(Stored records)
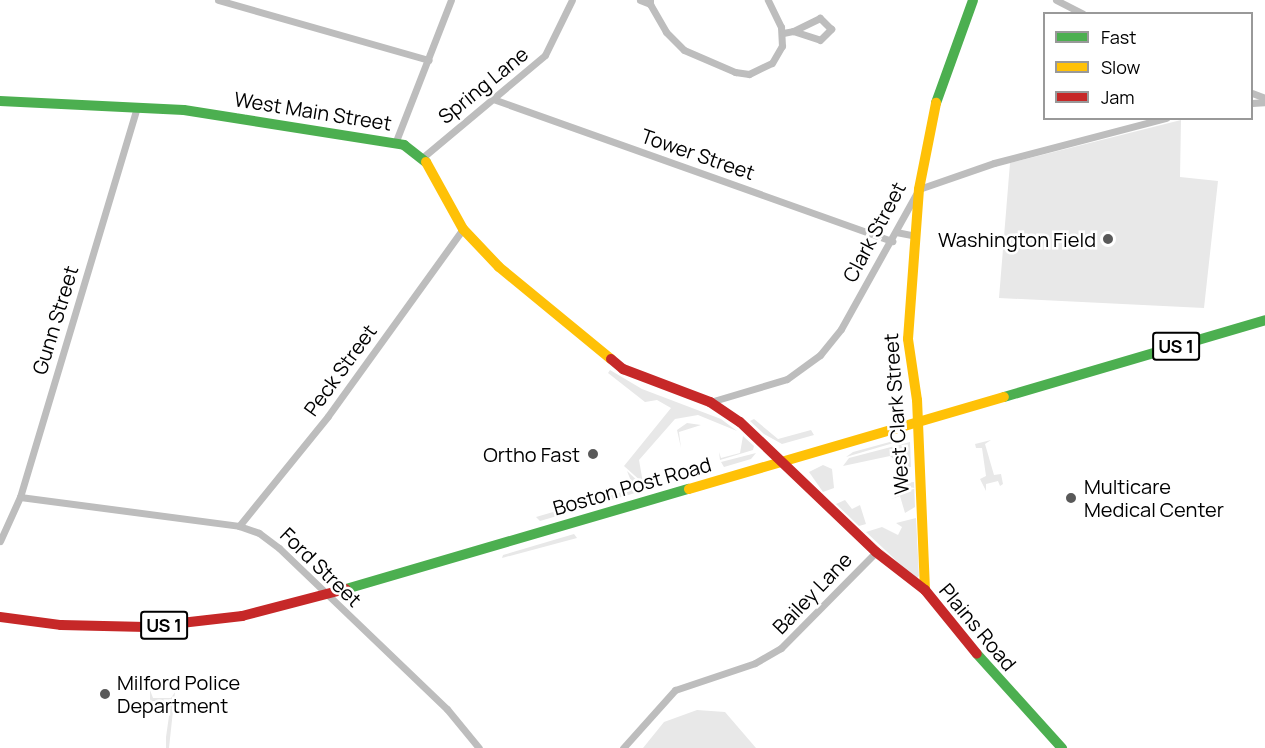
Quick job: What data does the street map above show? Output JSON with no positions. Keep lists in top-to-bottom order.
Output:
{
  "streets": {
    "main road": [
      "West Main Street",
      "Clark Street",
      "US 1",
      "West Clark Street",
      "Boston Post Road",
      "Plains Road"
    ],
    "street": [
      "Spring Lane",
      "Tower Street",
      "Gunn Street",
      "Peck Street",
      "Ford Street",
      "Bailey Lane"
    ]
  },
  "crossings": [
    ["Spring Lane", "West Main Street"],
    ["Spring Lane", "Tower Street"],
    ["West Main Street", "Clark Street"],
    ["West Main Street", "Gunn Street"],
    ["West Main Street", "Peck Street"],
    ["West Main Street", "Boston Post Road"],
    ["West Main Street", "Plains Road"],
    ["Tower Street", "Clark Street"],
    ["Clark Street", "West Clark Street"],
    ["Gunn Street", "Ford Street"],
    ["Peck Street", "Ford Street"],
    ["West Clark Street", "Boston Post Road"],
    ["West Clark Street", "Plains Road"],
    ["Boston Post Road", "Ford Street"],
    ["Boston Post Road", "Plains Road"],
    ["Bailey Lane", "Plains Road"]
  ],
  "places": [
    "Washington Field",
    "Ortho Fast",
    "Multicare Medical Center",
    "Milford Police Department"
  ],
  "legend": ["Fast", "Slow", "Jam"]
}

==

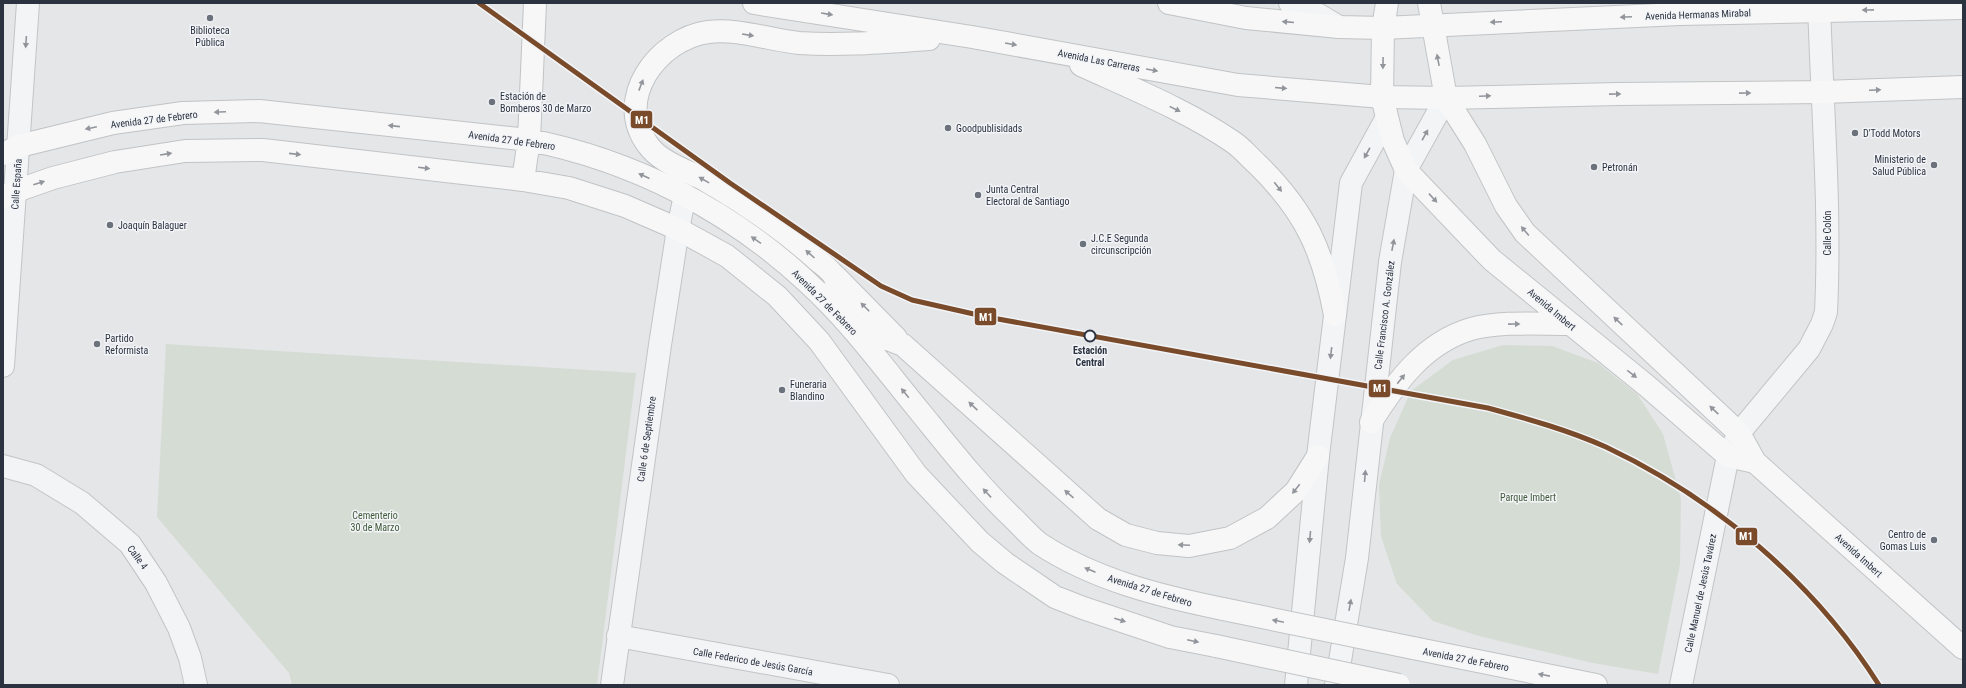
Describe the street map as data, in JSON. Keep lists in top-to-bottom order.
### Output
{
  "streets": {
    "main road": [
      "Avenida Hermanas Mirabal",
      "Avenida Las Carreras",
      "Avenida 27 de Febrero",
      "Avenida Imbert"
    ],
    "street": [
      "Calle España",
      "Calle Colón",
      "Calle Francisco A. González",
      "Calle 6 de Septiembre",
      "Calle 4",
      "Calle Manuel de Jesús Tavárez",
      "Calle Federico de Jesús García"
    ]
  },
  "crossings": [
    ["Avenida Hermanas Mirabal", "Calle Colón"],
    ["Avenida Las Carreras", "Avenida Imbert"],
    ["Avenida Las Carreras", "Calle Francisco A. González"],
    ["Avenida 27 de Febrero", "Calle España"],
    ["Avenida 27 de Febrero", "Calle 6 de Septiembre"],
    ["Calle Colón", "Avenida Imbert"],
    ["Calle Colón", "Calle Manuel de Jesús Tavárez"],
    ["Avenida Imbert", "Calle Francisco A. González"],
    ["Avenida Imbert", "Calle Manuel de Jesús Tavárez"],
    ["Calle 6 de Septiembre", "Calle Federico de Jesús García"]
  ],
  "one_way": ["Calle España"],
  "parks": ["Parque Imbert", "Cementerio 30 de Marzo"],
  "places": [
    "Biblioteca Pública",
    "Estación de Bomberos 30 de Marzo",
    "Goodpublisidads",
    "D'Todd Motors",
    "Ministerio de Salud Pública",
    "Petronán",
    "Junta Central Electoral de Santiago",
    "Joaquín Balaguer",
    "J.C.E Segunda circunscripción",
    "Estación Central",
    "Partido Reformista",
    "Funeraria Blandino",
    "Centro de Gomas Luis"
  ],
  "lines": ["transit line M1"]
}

- Work required:
Which lines of the records contain the word "Tavárez"? Copy each of them.

- Answer for this exercise:
      "Calle Manuel de Jesús Tavárez",
    ["Calle Colón", "Calle Manuel de Jesús Tavárez"],
    ["Avenida Imbert", "Calle Manuel de Jesús Tavárez"],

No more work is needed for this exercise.